Everyone can cook. Everyone can make bread. You don’t have to be a professional or come from a family of cooks- you just have to want to. You just have to have a desire to learn.
This is going to be a very long post with a lot of information. Let’s start (ha ha) with the history of starters, shall we?
A pre-ferment is a fermentation starter used in bread making, and is referred to as an indirect method. It may also be called mother dough.
A pre-ferment and a longer fermentation in the bread-making process have several benefits: there is more time for yeast, enzyme and, if sourdough, bacterial actions on the starch and proteins in the dough; this in turn improves the keeping time of the baked bread, and it creates greater complexities of flavor. Though pre-ferments have declined in popularity as direct additions of yeast in bread recipes have streamlined the process on a commercial level, pre-ferments of various forms are widely used in artisanal bread recipes and formulas.
The common, but undocumented, origin given for the term poolish is that it was first used by Polish bakers around 1840, hence its name, and as a method was brought to France in the beginning of the 1920s. “Poolish” however is an old English version of “Polish”, whereas the term seems to be most used in France (where “polonais” is the word for “Polish”). Some nineteenth-century sources use the homonym “pouliche”, a French word that typically means a female foal. With either spelling, the term only appears in French sources towards the last part of the nineteenth century.

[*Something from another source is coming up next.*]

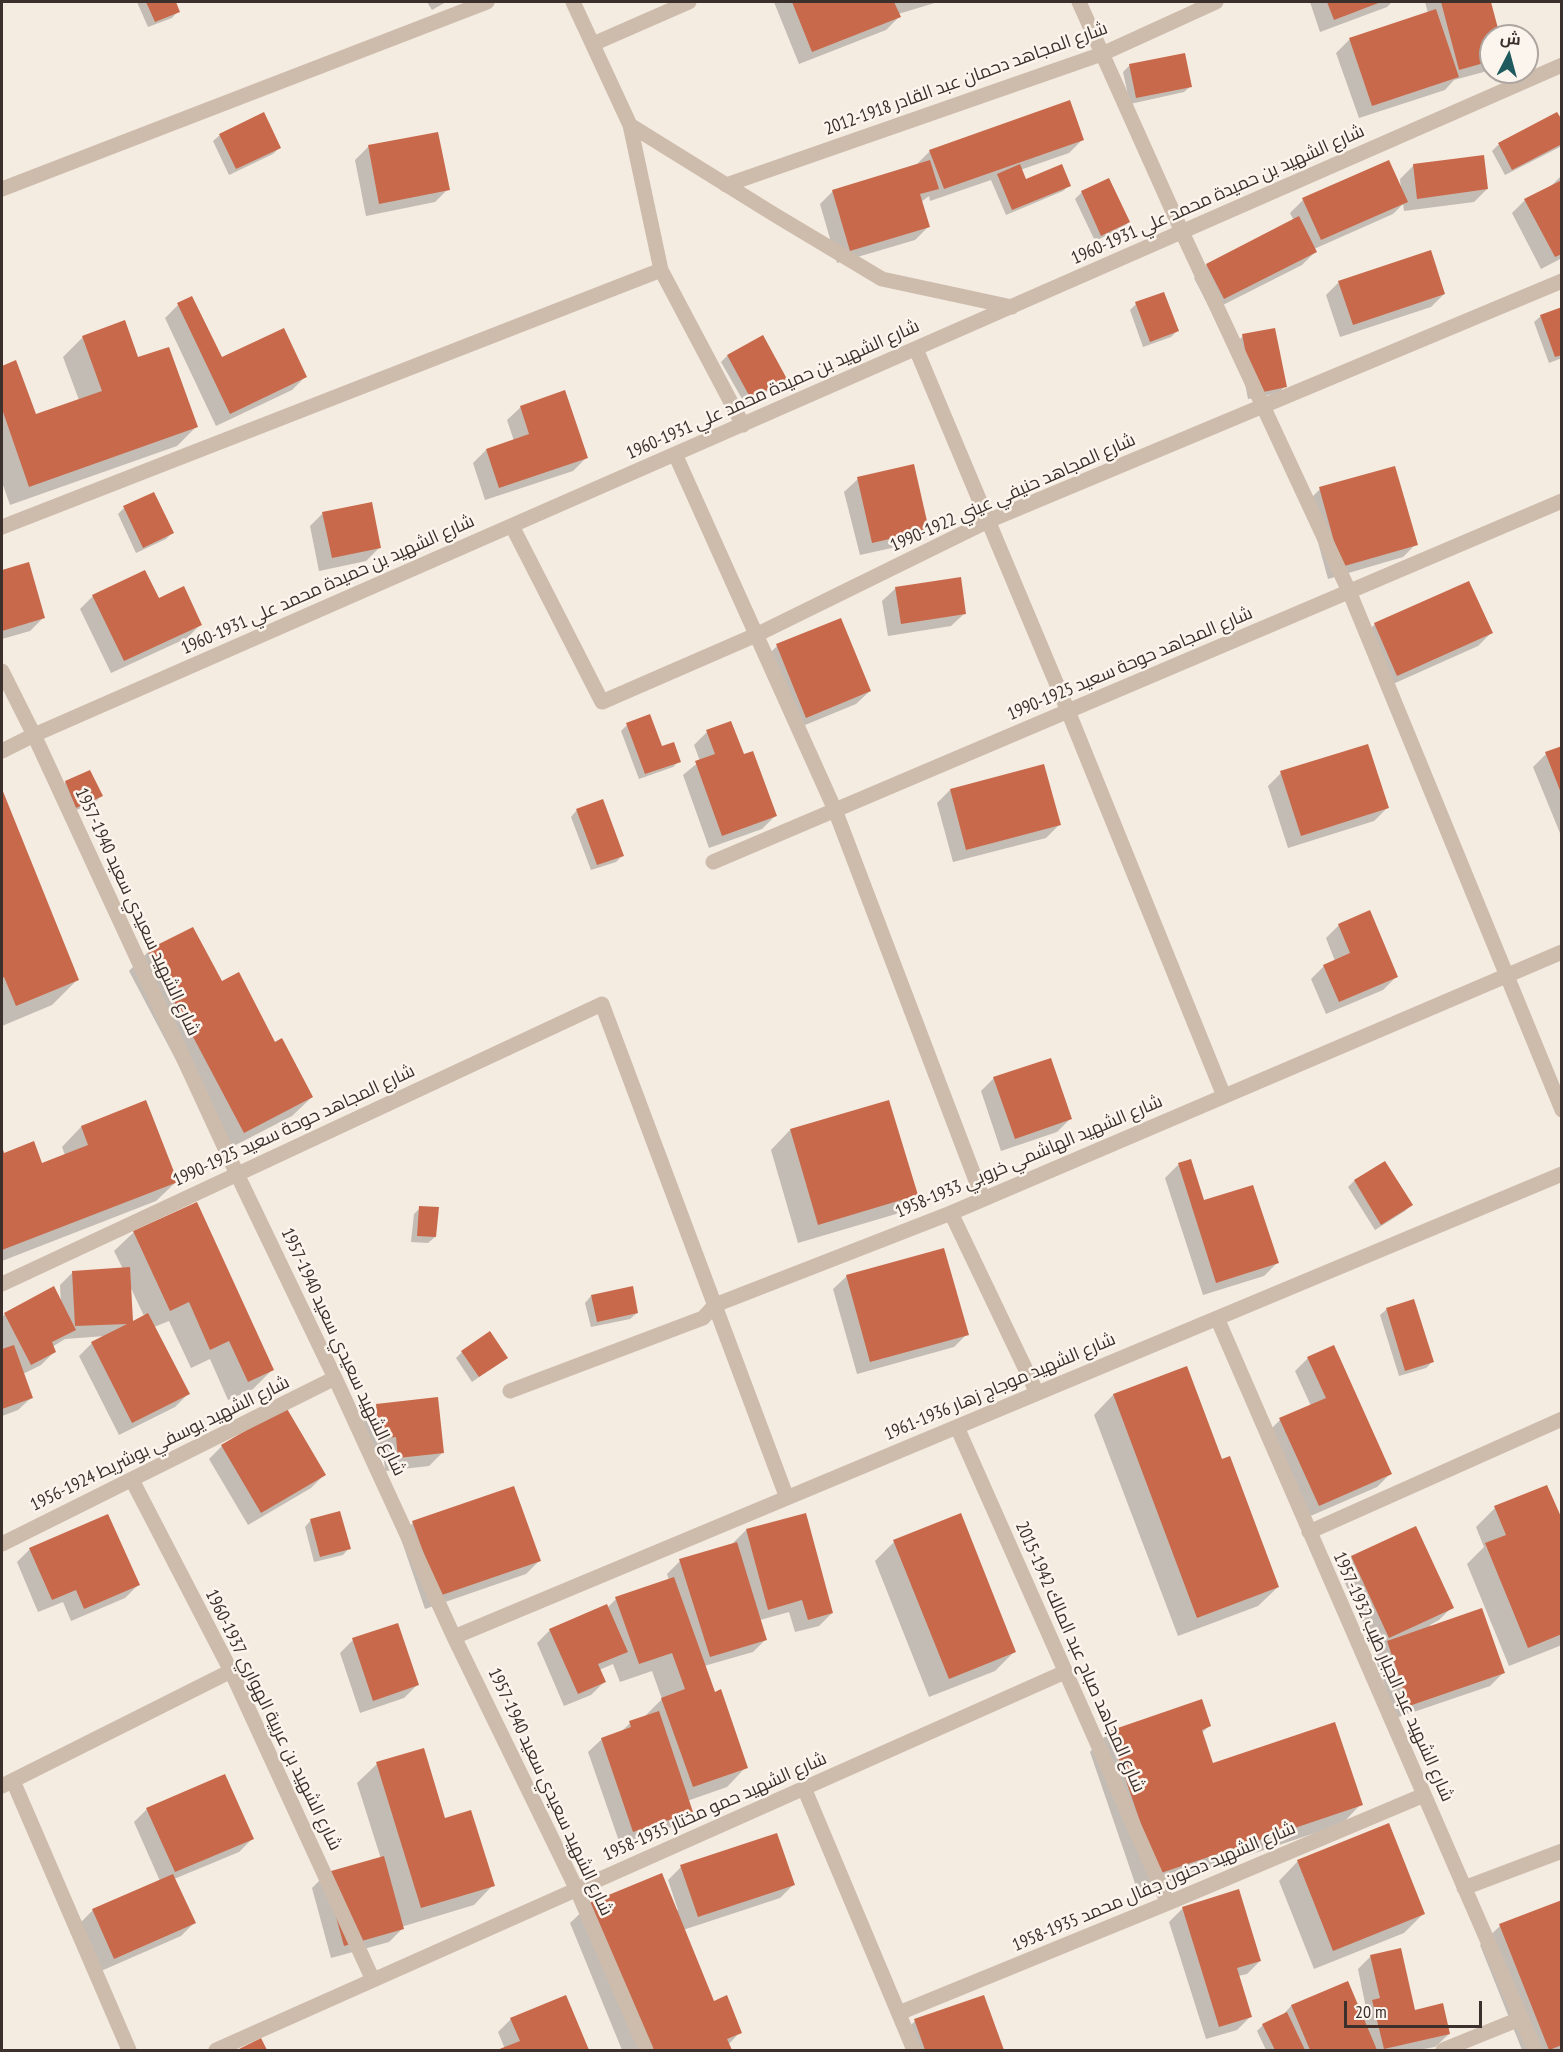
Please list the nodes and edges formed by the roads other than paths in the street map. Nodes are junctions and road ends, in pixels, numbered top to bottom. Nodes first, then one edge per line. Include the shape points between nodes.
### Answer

There is not currently any credible explanation for the origin of the term.
This is no-knead sourdough bread, isn’t it pretty? Recipe is down further in this post.
Alrightly then. Interesting, correct? And now let’s find out what exactly is meant by “starter”:
Fermentation starters (called simply starters within the corresponding context) are preparations to assist the beginning of the fermentation process in preparation of various foods and fermented drinks. A starter culture is a microbiological culture which actually performs fermentation. These starters usually consist of a cultivation medium, such as grains, seeds, or nutrient liquids that have been well colonized by the microorganisms used for the fermentation.
These starters are formed using a specific cultivation medium and a specific mix of fungal and bacterial strains.
Typical microorganisms used in starters include various bacteria and fungi (yeasts and molds):
Rhizopus, Aspergillus, Mucor, Amylomyces, Endomycopsis, Saccharomyces, Hansenula anomala,Lactobacillus, Acetobacter, etc. Various national cultures have various active ingredients in starters, and often involve mixed microflora.
Industrial starters include various enzymes, in addition to microflora.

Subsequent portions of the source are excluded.